09.19.24

Durbin Introduces America's Clean Future Fund Act To Invest In A Clean Future And Spur Job Creation

WASHINGTON – Today, U.S. Senate Majority Whip Dick Durbin (D-IL) introduced the America’s Clean Future Fund Act, a bill that would spur job creation by investing in a clean energy economy.  The bill seeks to drive significant carbon emissions reductions to combat the climate crisis; provide transition assistance to environmental justice (EJ) communities, farmers, and fossil fuel-reliant communities; and provide financing for climate resilience and clean energy projects. 

“We are already seeing the impacts of the climate crisis in our globe’s extreme weather and the devolution of landscapes we once knew.  If we want to curb the dangerous effects of this human-driven crisis and leave a livable planet for the next generation, we must act now,” said Durbin.  “The America’s Clean Future Fund Act would make clean energy investments to spur economic growth while ensuring no one is left behind as we move toward a cleaner economy.”

According to the most recent National Climate Assessment, the climate crisis is already impacting every region in the region and worsening, leading to the loss of American lives, infrastructure, and property, as well as slowing the rate of economic growth this century.  The assessment calls for rapid cuts to emissions from human activity to reduce harmful impacts of a warming planet.  As a result of the climate crisis, a person born in 2020 is now projected to experience twice as many cyclones and droughts, and as much as five times as many heat waves as a person born in 1965.  Although policies like the Inflation Reduction Act made significant investments to combat the climate crisis, more work is necessary to prevent global average temperatures from rising to intolerable levels.  The United Nations Intergovernmental Panel on Climate Change’s (IPCC) most recent report declares that, “Without urgent, effective, and equitable mitigation and adaptation actions, climate change increasingly threatens ecosystems, biodiversity, and the livelihoods, health, and well-being of current and future generations.”  The America’s Clean Future Fund Act will help take that action.

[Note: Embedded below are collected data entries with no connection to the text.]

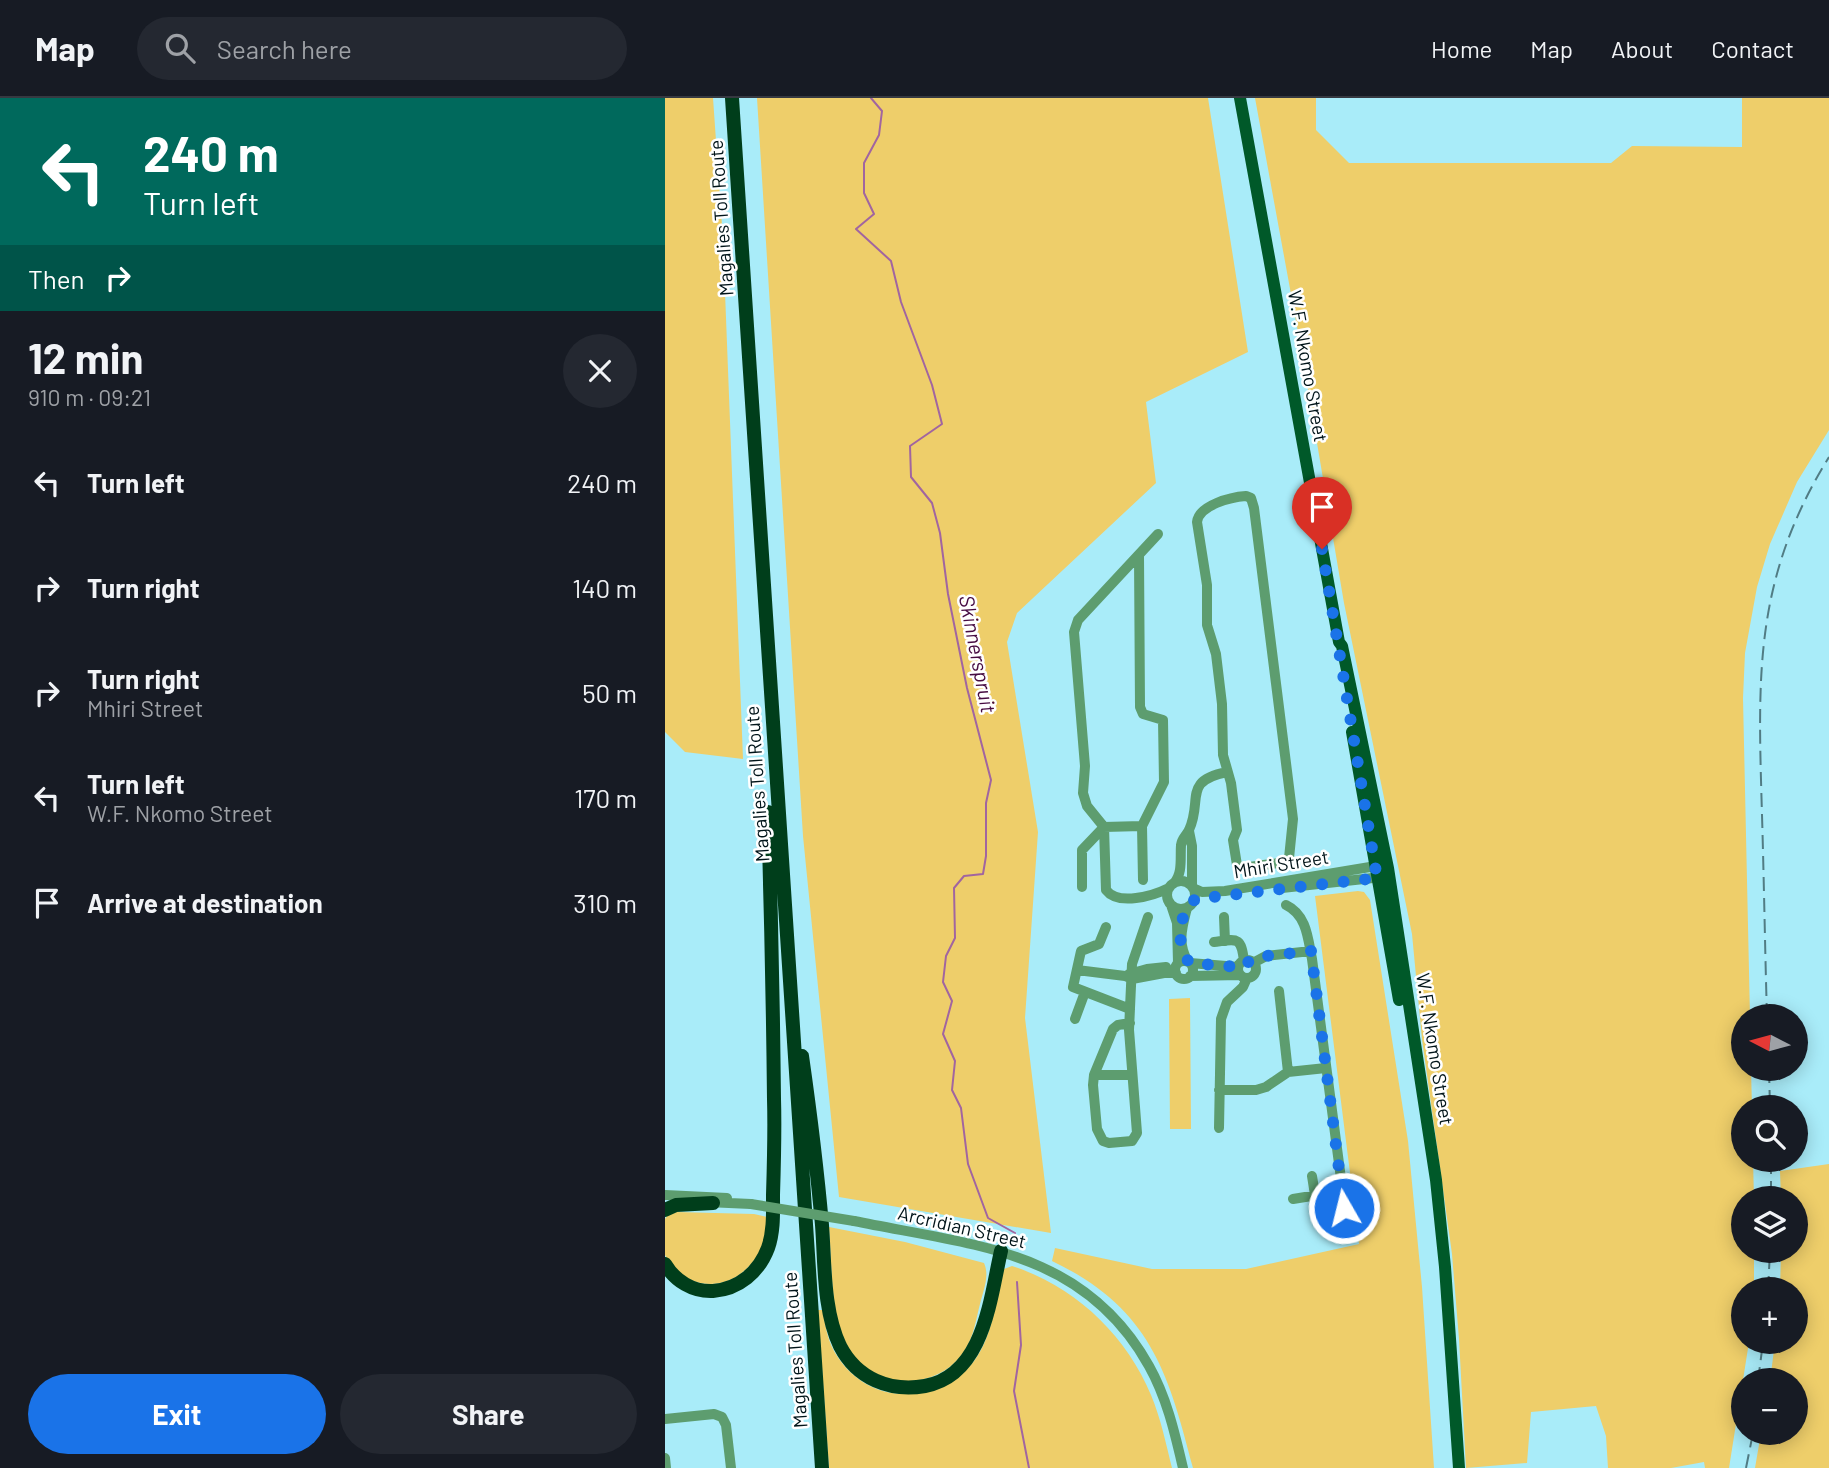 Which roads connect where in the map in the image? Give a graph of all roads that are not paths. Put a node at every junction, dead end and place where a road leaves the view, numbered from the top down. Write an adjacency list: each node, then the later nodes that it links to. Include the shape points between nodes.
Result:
1 (724, 98): 6 (highway, Magalies Toll Route)
2 (732, 98): 6 (highway, Magalies Toll Route)
3 (1240, 98): 12 (main road, W.F. Nkomo Street)
4 (1158, 534): 5 (street)
5 (1139, 556): 8 (street, via 1078,620 1074,632 1083,793); 9 (street, via 1140,707 1146,715 1163,720 1164,782)
6 (771, 769): 52 (highway, via 830,1311 840,1346 861,1373 888,1386 918,1387 948,1377 961,1367 978,1341); 53 (highway, via 775,1133 769,1246 744,1281 714,1291 690,1287); 58 (highway, Magalies Toll Route); 59 (highway, Magalies Toll Route)
7 (1227, 772): 7 (street, via 1198,516 1204,509 1246,496 1254,508 1292,813 1286,862 1242,868 1237,864 1233,840 1237,831); 10 (street, via 1202,781)
8 (1104, 827): 9 (street); 15 (street, via 1082,850); 18 (street, via 1106,890 1115,897)
9 (1142, 827): 13 (street)
10 (1188, 831): 11 (street); 14 (street, via 1182,842 1179,874)
11 (1192, 859): 16 (street); 17 (street, via 1196,877)
12 (1382, 871): 16 (street, Mhiri Street); 17 (street, Mhiri Street); 61 (main road, W.F. Nkomo Street, via 1441,1222)
13 (1143, 880)
14 (1171, 886): 16 (street, via 1185,881); 18 (street); 19 (street)
15 (1082, 887)
16 (1193, 891): 17 (street, Mhiri Street); 21 (street)
17 (1209, 892)
18 (1143, 897): 19 (street)
19 (1170, 904): 21 (street); 26 (street, via 1177,923)
20 (1286, 905): 25 (street, via 1304,922)
21 (1187, 908): 26 (street)
22 (1148, 916): 30 (street)
23 (1224, 917): 27 (street, via 1220,942 1242,944)
24 (1106, 928): 28 (street, via 1098,944 1081,951)
25 (1311, 951): 27 (street, via 1266,956); 36 (street)
26 (1181, 966): 29 (street); 29 (street, via 1182,979); 30 (street)
27 (1244, 969): 29 (street); 40 (street, via 1243,987 1227,1002 1221,1019)
28 (1077, 970): 30 (street); 32 (street, via 1073,986)
29 (1214, 970)
30 (1130, 976): 33 (street)
31 (1279, 991): 37 (street)
32 (1085, 992): 33 (street); 34 (street)
33 (1130, 1009): 35 (street)
34 (1075, 1019)
35 (1129, 1023): 38 (street, via 1113,1029); 39 (street)
36 (1326, 1068): 37 (street); 43 (street)
37 (1288, 1072): 40 (street, via 1262,1089)
38 (1094, 1075): 39 (street); 39 (street, via 1097,1129 1109,1143 1132,1141 1137,1133)
39 (1132, 1075)
40 (1219, 1090): 41 (street)
41 (1219, 1128)
42 (1313, 1176): 45 (street)
43 (1342, 1191): 45 (street); 51 (street)
44 (665, 1195): 49 (street, Arcridian Street, via 712,1196)
45 (1315, 1195): 46 (street)
46 (1293, 1199)
47 (665, 1202): 48 (street, Arcridian Street)
48 (713, 1203): 49 (street, Arcridian Street); 50 (highway, via 675,1205)
49 (747, 1203): 52 (street, Arcridian Street, bridge)
50 (665, 1210)
51 (1347, 1224)
52 (1001, 1251): 60 (street, Arcridian Street, via 1057,1273 1116,1320 1150,1367)
53 (665, 1264)
54 (665, 1419): 57 (street, via 722,1417)
55 (665, 1458): 56 (street)
56 (666, 1468)
57 (731, 1468)
58 (814, 1468)
59 (822, 1468)
60 (1183, 1468)
61 (1457, 1468) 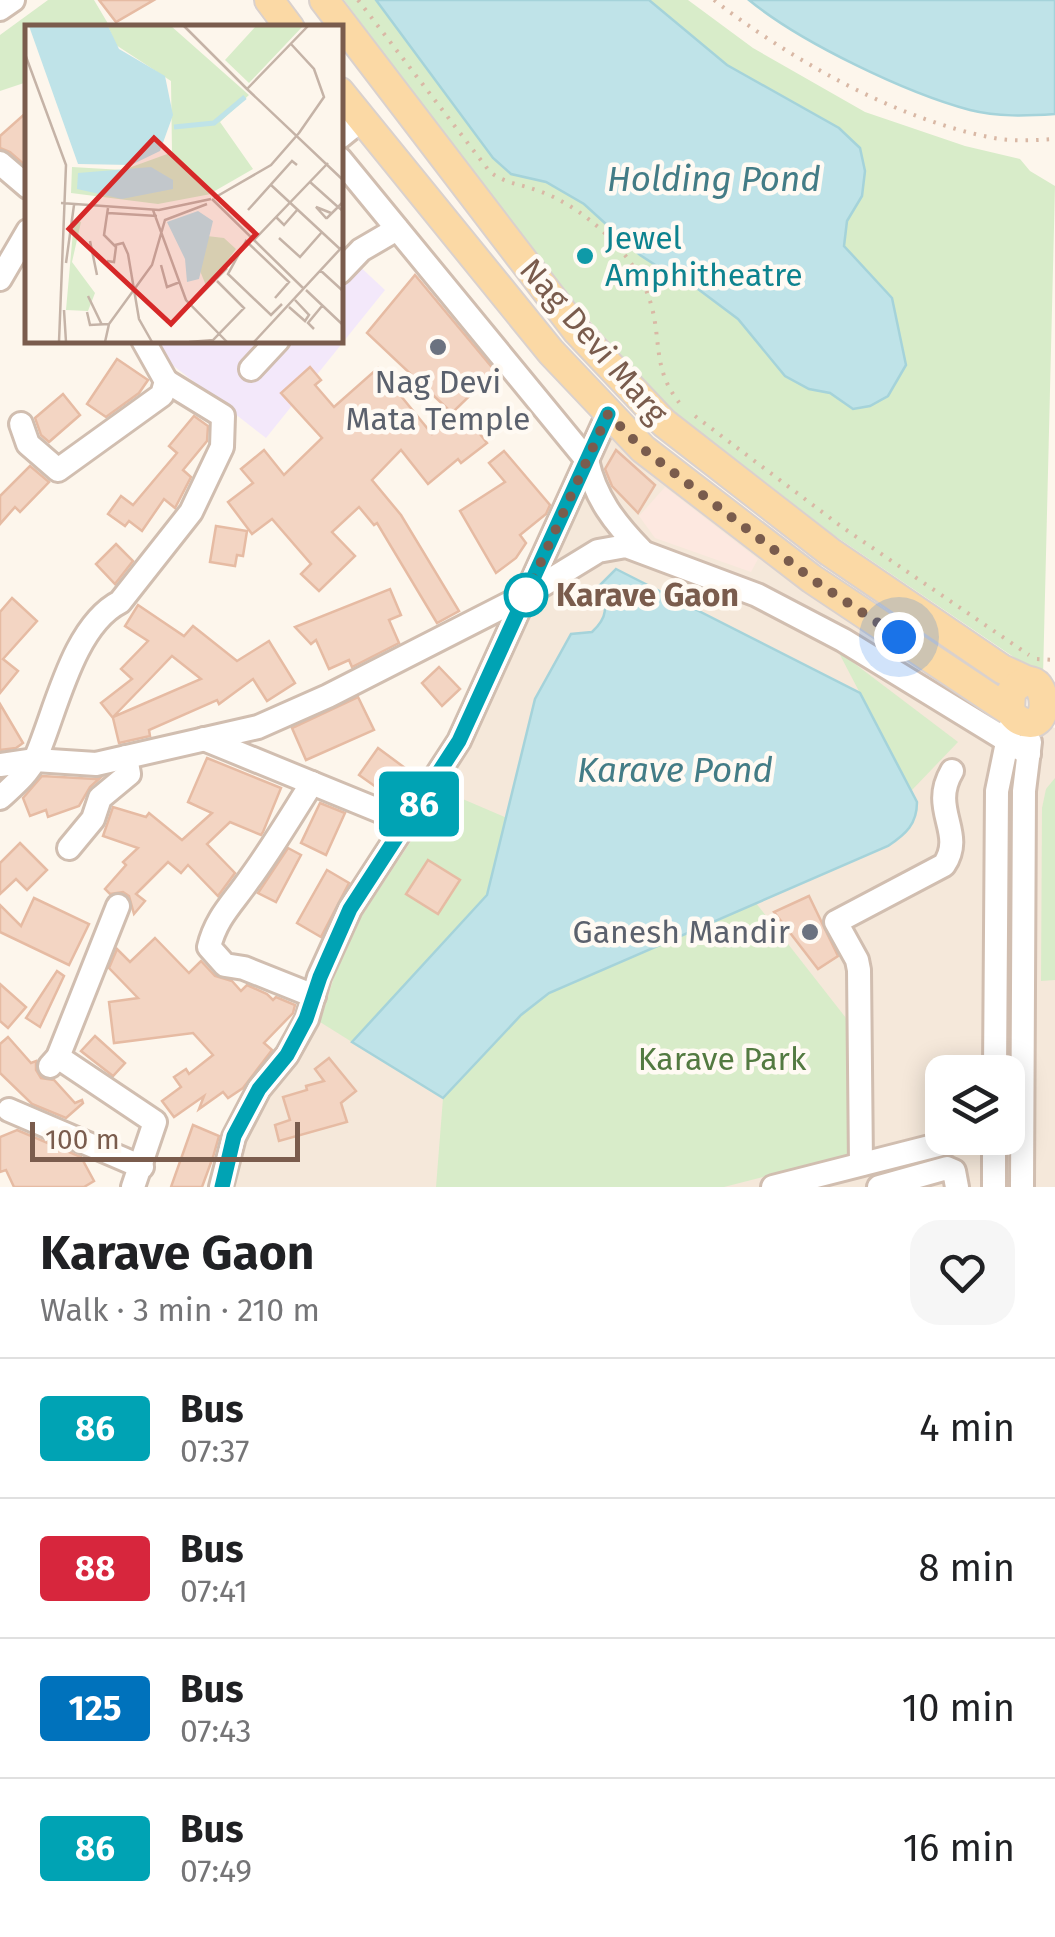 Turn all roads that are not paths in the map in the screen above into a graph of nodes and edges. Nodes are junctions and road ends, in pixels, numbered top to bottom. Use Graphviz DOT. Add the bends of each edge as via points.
graph roads {
  1 [pos="13,0"];
  2 [pos="269,0"];
  3 [pos="324,0"];
  4 [pos="0,10"];
  5 [pos="288,25"];
  6 [pos="383,78"];
  7 [pos="348,113"];
  8 [pos="342,161"];
  9 [pos="0,163"];
  10 [pos="25,184"];
  11 [pos="397,228"];
  12 [pos="25,236"];
  13 [pos="342,270"];
  14 [pos="2,272"];
  15 [pos="144,342"];
  16 [pos="276,342"];
  17 [pos="251,369"];
  18 [pos="166,381"];
  19 [pos="608,414"];
  20 [pos="21,424"];
  21 [pos="587,460"];
  22 [pos="641,550"];
  23 [pos="526,595"];
  24 [pos="1046,686"];
  25 [pos="1026,724"];
  26 [pos="204,739"];
  27 [pos="126,757"];
  28 [pos="35,760"];
  29 [pos="0,765"];
  30 [pos="952,771"];
  31 [pos="312,783"];
  32 [pos="0,798"];
  33 [pos="407,822"];
  34 [pos="68,848"];
  35 [pos="118,906"];
  36 [pos="314,996"];
  37 [pos="994,1055"];
  38 [pos="9,1110"];
  39 [pos="925,1148"];
  40 [pos="994,1155"];
  41 [pos="861,1164"];
  42 [pos="137,1177"];
  43 [pos="222,1187"];
  44 [pos="773,1187"];
  45 [pos="879,1187"];
  46 [pos="957,1187"];
  47 [pos="994,1187"];
  48 [pos="1022,1187"];
  1 -- 4 [label="street"];
  2 -- 5 [label="main road"];
  3 -- 6 [label="main road, Nag Devi Marg"];
  6 -- 7 [label="main road"];
  6 -- 24 [label="main road, Nag Devi Marg" via="576,331 664,423 830,552 1002,669"];
  7 -- 19 [label="main road, Nag Devi Marg"];
  8 -- 11 [label="street"];
  9 -- 10 [label="street"];
  11 -- 13 [label="street"];
  11 -- 21 [label="street"];
  12 -- 14 [label="street"];
  15 -- 18 [label="street"];
  16 -- 17 [label="street"];
  18 -- 20 [label="street" via="162,395 58,470 28,444"];
  18 -- 28 [label="street" via="223,416 222,448 191,512 120,602 104,610 75,658"];
  19 -- 21 [label="street"];
  19 -- 25 [label="main road, Nag Devi Marg" via="643,449 812,579"];
  21 -- 22 [label="street" via="603,505"];
  21 -- 23 [label="street"];
  22 -- 23 [label="street" via="598,551"];
  22 -- 25 [label="street" via="757,595"];
  23 -- 26 [label="street" via="328,696 258,726"];
  23 -- 33 [label="street" via="459,741"];
  24 -- 25 [label="main road" via="1051,704"];
  24 -- 25 [label="main road" via="1011,692"];
  25 -- 37 [label="street" via="997,791"];
  25 -- 48 [label="street"];
  26 -- 27 [label="street"];
  26 -- 31 [label="street"];
  27 -- 28 [label="street" via="96,764"];
  27 -- 34 [label="street" via="129,774 100,798"];
  28 -- 29 [label="street"];
  28 -- 32 [label="street"];
  30 -- 41 [label="street" via="942,800 952,840 944,864 836,922 857,960"];
  31 -- 33 [label="street"];
  31 -- 36 [label="street" via="226,907 209,947 224,966"];
  33 -- 36 [label="street" via="350,909"];
  35 -- 42 [label="street" via="53,1063 155,1122"];
  36 -- 43 [label="street" via="287,1055 234,1136"];
  38 -- 42 [label="street"];
  39 -- 41 [label="street"];
  40 -- 47 [label="street"];
  41 -- 44 [label="street"];
  45 -- 46 [label="street" via="947,1168 958,1178"];
} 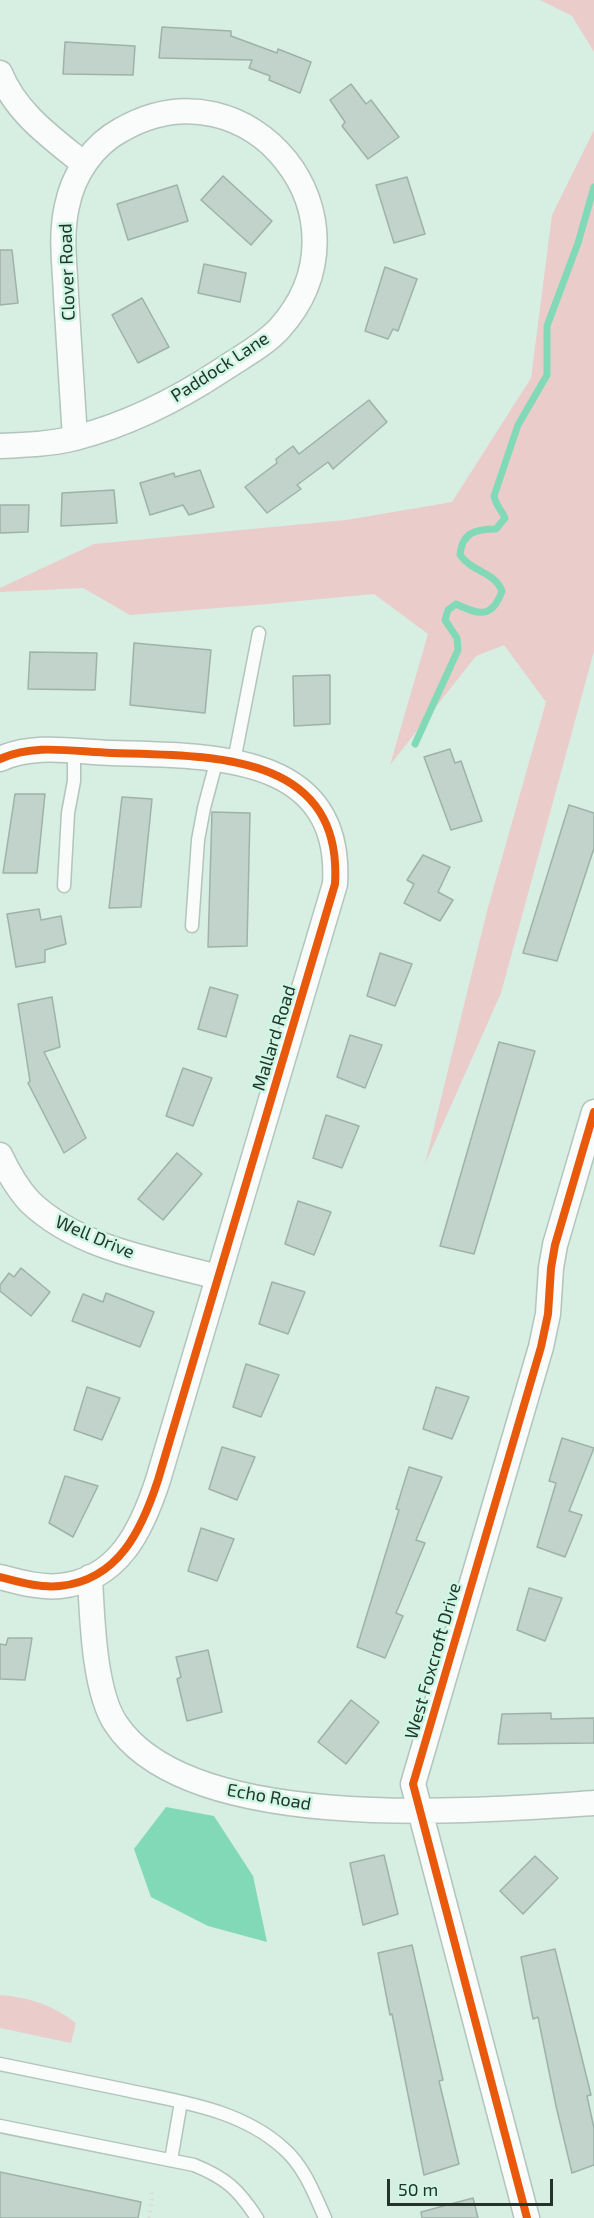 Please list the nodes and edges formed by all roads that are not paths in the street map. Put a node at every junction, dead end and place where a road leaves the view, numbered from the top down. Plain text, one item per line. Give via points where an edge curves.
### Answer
1 (0, 73) edge
2 (84, 164) junction
3 (75, 438) junction
4 (0, 446) edge
5 (259, 633) dead end
6 (74, 751) junction
7 (0, 759) edge
8 (225, 760) junction
9 (64, 886) dead end
10 (192, 926) dead end
11 (592, 1126) edge
12 (0, 1155) edge
13 (218, 1277) junction
14 (0, 1577) edge
15 (90, 1577) junction
16 (594, 1803) edge
17 (419, 1811) junction
18 (0, 2064) edge
19 (181, 2102) junction
20 (0, 2126) edge
21 (171, 2160) junction
22 (257, 2218) edge
23 (325, 2218) edge
24 (527, 2218) edge

1 - 2 street via 22,110
2 - 3 street, Clover Road via 67,204 63,239
2 - 3 street, Paddock Lane via 114,134 159,114 201,111 228,118 253,129 285,157 309,200 315,241 304,289 265,342 156,407
3 - 4 street, Paddock Lane
5 - 8 lane
6 - 7 street, Mallard Road via 34,750
6 - 8 street, Mallard Road
6 - 9 lane
8 - 10 lane via 204,808
8 - 13 street, Mallard Road via 280,776 307,795 325,820 334,844 336,866 335,884
11 - 17 street, West Foxcroft Drive via 555,1245 541,1347 413,1784
12 - 13 street, Well Drive via 11,1177 49,1218 132,1254
13 - 15 street, Mallard Road via 150,1504 127,1548
14 - 15 street, Mallard Road via 31,1585 58,1586
15 - 17 street, Echo Road via 97,1659 105,1698 114,1722 128,1741 149,1758 197,1782 246,1795 300,1805
16 - 17 street, Echo Road
17 - 24 street, West Foxcroft Drive
18 - 19 lane
19 - 21 lane
19 - 23 lane via 231,2115 260,2130 284,2149 307,2178
20 - 21 lane
21 - 22 lane via 194,2165 221,2178 243,2196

Specifically, the America’s Clean Future Fund Act would do the following:

  • Institute an economy-wide carbon price.  Two years after enactment, the bill would apply a carbon fee of $65 per metric ton of CO2 equivalent for fossil fuel producers, and two years later for non-fossil fuel high emissions facilities.  The fee would increase by $10 per year above the consumer price index.  A border adjustment would also be imposed on imported covered fuels and carbon-intensive goods to ensure an equal playing field for American companies.
  • Establish the Climate Change Finance Corporation (C2FC).  The bill would create a new, independent federal agency tasked with financing climate change mitigation and adaptation projects and encouraging private investment.  Projects supported by the C2FC could include energy storage, clean transportation, energy efficiency, climate resilience, research, development, or deployment of clean technologies and nature-based infrastructure. Funding priority would be given to deindustrialized, environmental justice, and climate-vulnerable communities.
  • Provide transition assistance to impacted communities.  This bill would provide grants to states, Tribes, local governments, non-profits, and community-based organizations. Grants would be used for economic and workforce development in regions transitioning from carbon-intensive industries, climate change resiliency in frontline communities, and environmental cleanup from the fossil fuel industry in areas impacted by legacy pollution.
  • Agricultural Decarbonization Transition Payments. The bill would also help eligible producers in agriculture to finance the transition to improved carbon-reduction practices. 
  • Provide rebates to individuals.  To protect consumers, the bill would ensure that 75 percent of carbon fee revenues would be paid directly to low- and middle-income individuals through quarterly rebates.

The bill is supported by the Center for Climate and Energy Solutions (C2ES) and Citizen’s Climate Lobby.